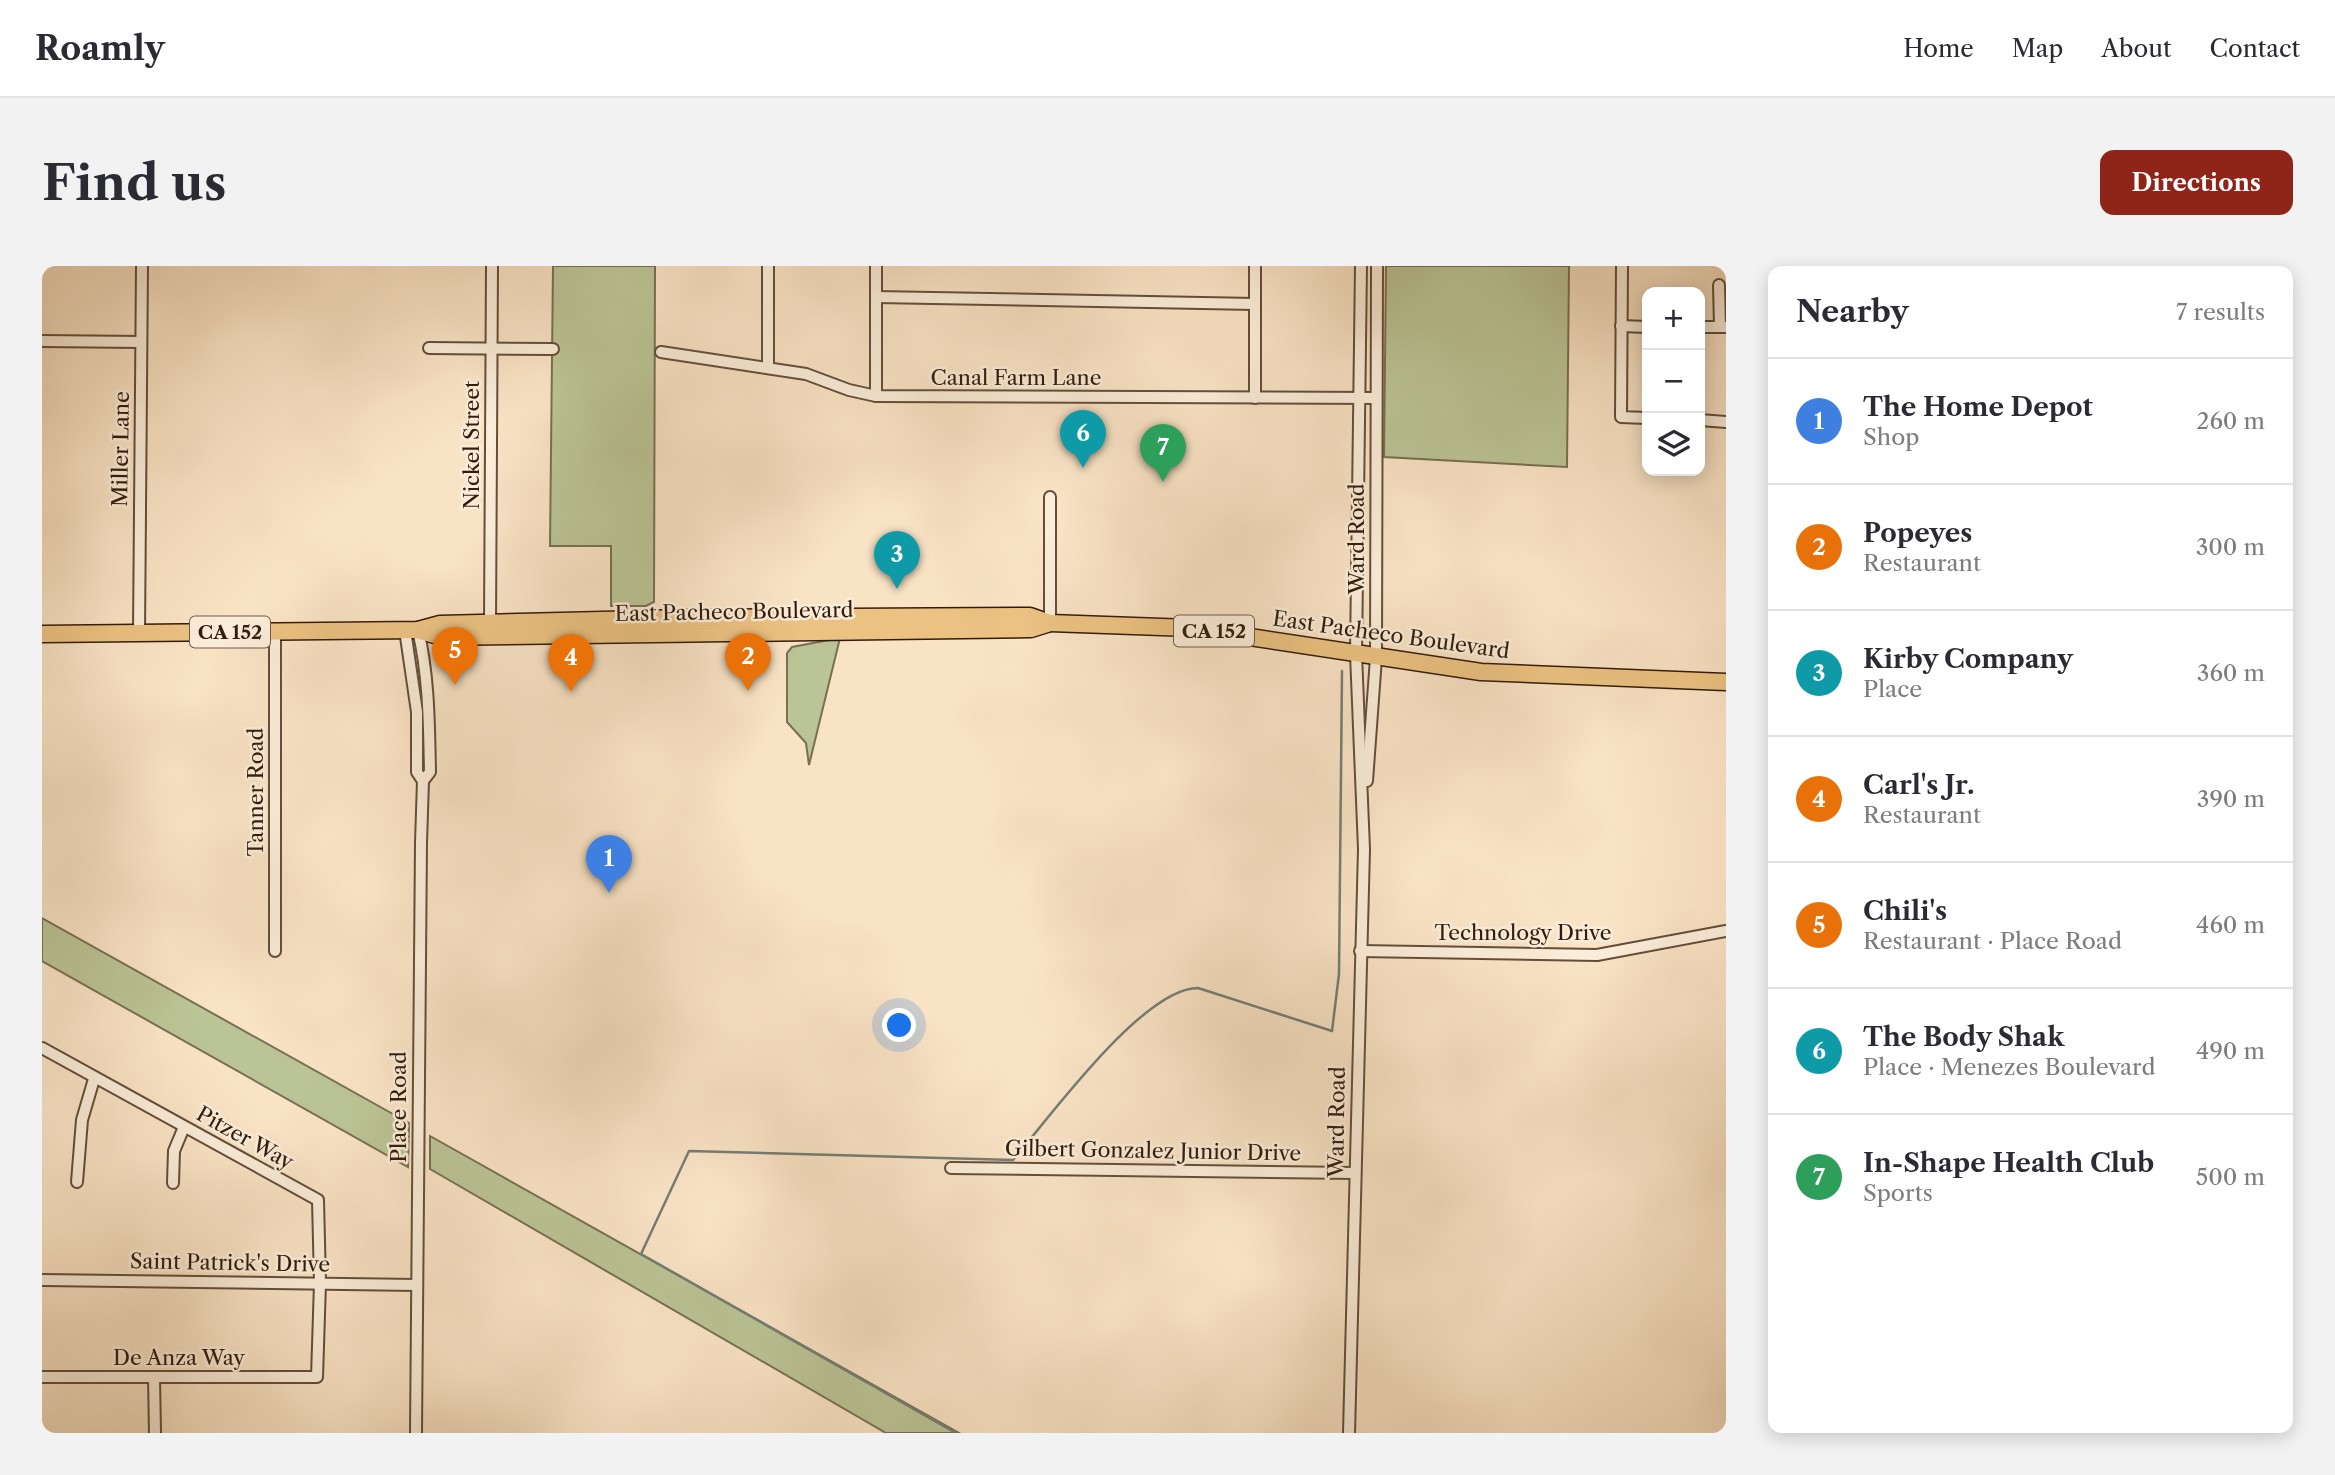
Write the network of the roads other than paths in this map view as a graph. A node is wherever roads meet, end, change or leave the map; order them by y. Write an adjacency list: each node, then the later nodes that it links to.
1 (142, 266): 17 (street, Miller Lane)
2 (492, 266): 19 (street, Nickel Street)
3 (768, 266): 22 (street)
4 (876, 266): 10 (street)
5 (1255, 266): 11 (street)
6 (1361, 266): 25 (street, Ward Road)
7 (1377, 266): 26 (street, Ward Road)
8 (1622, 266): 12 (street)
9 (1719, 285): 15 (street)
10 (876, 297): 11 (street); 23 (street)
11 (1255, 304): 24 (street)
12 (1621, 327): 13 (street); 27 (street)
13 (1642, 327)
14 (1705, 327): 15 (street)
15 (1723, 327)
16 (42, 341): 17 (street)
17 (141, 342): 35 (street, Miller Lane)
18 (429, 348): 19 (street)
19 (491, 348): 20 (street); 32 (street, Nickel Street)
20 (553, 349)
21 (661, 352): 22 (street, Canal Farm Lane)
22 (768, 368): 23 (street, Canal Farm Lane)
23 (876, 396): 24 (street, Canal Farm Lane)
24 (1255, 398): 25 (street, Canal Farm Lane)
25 (1358, 398): 26 (street, Canal Farm Lane); 37 (street, Ward Road)
26 (1376, 398): 38 (street, Ward Road)
27 (1642, 418)
28 (1705, 421): 29 (street)
29 (1726, 422)
30 (1050, 497): 31 (street)
31 (1050, 623): 32 (highway, East Pacheco Boulevard / CA 152); 33 (highway, East Pacheco Boulevard / CA 152); 37 (highway, East Pacheco Boulevard / CA 152)
32 (490, 624): 33 (highway, East Pacheco Boulevard / CA 152)
33 (412, 630): 34 (highway, East Pacheco Boulevard / CA 152); 53 (street, Place Road)
34 (275, 632): 35 (highway, East Pacheco Boulevard / CA 152); 42 (street, Tanner Road)
35 (139, 633): 36 (highway, East Pacheco Boulevard / CA 152)
36 (42, 634)
37 (1356, 654): 38 (highway, East Pacheco Boulevard / CA 152); 40 (street, Ward Road)
38 (1376, 658): 39 (highway, East Pacheco Boulevard / CA 152); 40 (street, Ward Road)
39 (1726, 682)
40 (1364, 812): 43 (street, Ward Road)
41 (1726, 931): 43 (street, Technology Drive)
42 (275, 951)
43 (1360, 951): 48 (street, Ward Road)
44 (42, 1048): 45 (street, Pitzer Way)
45 (94, 1079): 46 (street, Pitzer Way); 49 (street)
46 (184, 1127): 50 (street); 52 (street, Pitzer Way)
47 (950, 1168): 48 (street, Gilbert Gonzalez Junior Drive)
48 (1355, 1173): 59 (street, Ward Road)
49 (77, 1182)
50 (173, 1183)
51 (42, 1280): 52 (street, Saint Patrick's Drive)
52 (320, 1283): 53 (street, Saint Patrick's Drive); 55 (street, Pitzer Way)
53 (417, 1285): 58 (street, Place Road)
54 (42, 1377): 56 (street, De Anza Way)
55 (317, 1377): 56 (street, De Anza Way)
56 (154, 1378): 57 (street)
57 (155, 1433)
58 (416, 1433)
59 (1349, 1433)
================================
Task item: The answer must reproduce every line of the records above exactly, with all pictures left out.

Written reply:
Write the network of the roads other than paths in this map view as a graph. A node is wherever roads meet, end, change or leave the map; order them by y. Write an adjacency list: each node, then the later nodes that it links to.
1 (142, 266): 17 (street, Miller Lane)
2 (492, 266): 19 (street, Nickel Street)
3 (768, 266): 22 (street)
4 (876, 266): 10 (street)
5 (1255, 266): 11 (street)
6 (1361, 266): 25 (street, Ward Road)
7 (1377, 266): 26 (street, Ward Road)
8 (1622, 266): 12 (street)
9 (1719, 285): 15 (street)
10 (876, 297): 11 (street); 23 (street)
11 (1255, 304): 24 (street)
12 (1621, 327): 13 (street); 27 (street)
13 (1642, 327)
14 (1705, 327): 15 (street)
15 (1723, 327)
16 (42, 341): 17 (street)
17 (141, 342): 35 (street, Miller Lane)
18 (429, 348): 19 (street)
19 (491, 348): 20 (street); 32 (street, Nickel Street)
20 (553, 349)
21 (661, 352): 22 (street, Canal Farm Lane)
22 (768, 368): 23 (street, Canal Farm Lane)
23 (876, 396): 24 (street, Canal Farm Lane)
24 (1255, 398): 25 (street, Canal Farm Lane)
25 (1358, 398): 26 (street, Canal Farm Lane); 37 (street, Ward Road)
26 (1376, 398): 38 (street, Ward Road)
27 (1642, 418)
28 (1705, 421): 29 (street)
29 (1726, 422)
30 (1050, 497): 31 (street)
31 (1050, 623): 32 (highway, East Pacheco Boulevard / CA 152); 33 (highway, East Pacheco Boulevard / CA 152); 37 (highway, East Pacheco Boulevard / CA 152)
32 (490, 624): 33 (highway, East Pacheco Boulevard / CA 152)
33 (412, 630): 34 (highway, East Pacheco Boulevard / CA 152); 53 (street, Place Road)
34 (275, 632): 35 (highway, East Pacheco Boulevard / CA 152); 42 (street, Tanner Road)
35 (139, 633): 36 (highway, East Pacheco Boulevard / CA 152)
36 (42, 634)
37 (1356, 654): 38 (highway, East Pacheco Boulevard / CA 152); 40 (street, Ward Road)
38 (1376, 658): 39 (highway, East Pacheco Boulevard / CA 152); 40 (street, Ward Road)
39 (1726, 682)
40 (1364, 812): 43 (street, Ward Road)
41 (1726, 931): 43 (street, Technology Drive)
42 (275, 951)
43 (1360, 951): 48 (street, Ward Road)
44 (42, 1048): 45 (street, Pitzer Way)
45 (94, 1079): 46 (street, Pitzer Way); 49 (street)
46 (184, 1127): 50 (street); 52 (street, Pitzer Way)
47 (950, 1168): 48 (street, Gilbert Gonzalez Junior Drive)
48 (1355, 1173): 59 (street, Ward Road)
49 (77, 1182)
50 (173, 1183)
51 (42, 1280): 52 (street, Saint Patrick's Drive)
52 (320, 1283): 53 (street, Saint Patrick's Drive); 55 (street, Pitzer Way)
53 (417, 1285): 58 (street, Place Road)
54 (42, 1377): 56 (street, De Anza Way)
55 (317, 1377): 56 (street, De Anza Way)
56 (154, 1378): 57 (street)
57 (155, 1433)
58 (416, 1433)
59 (1349, 1433)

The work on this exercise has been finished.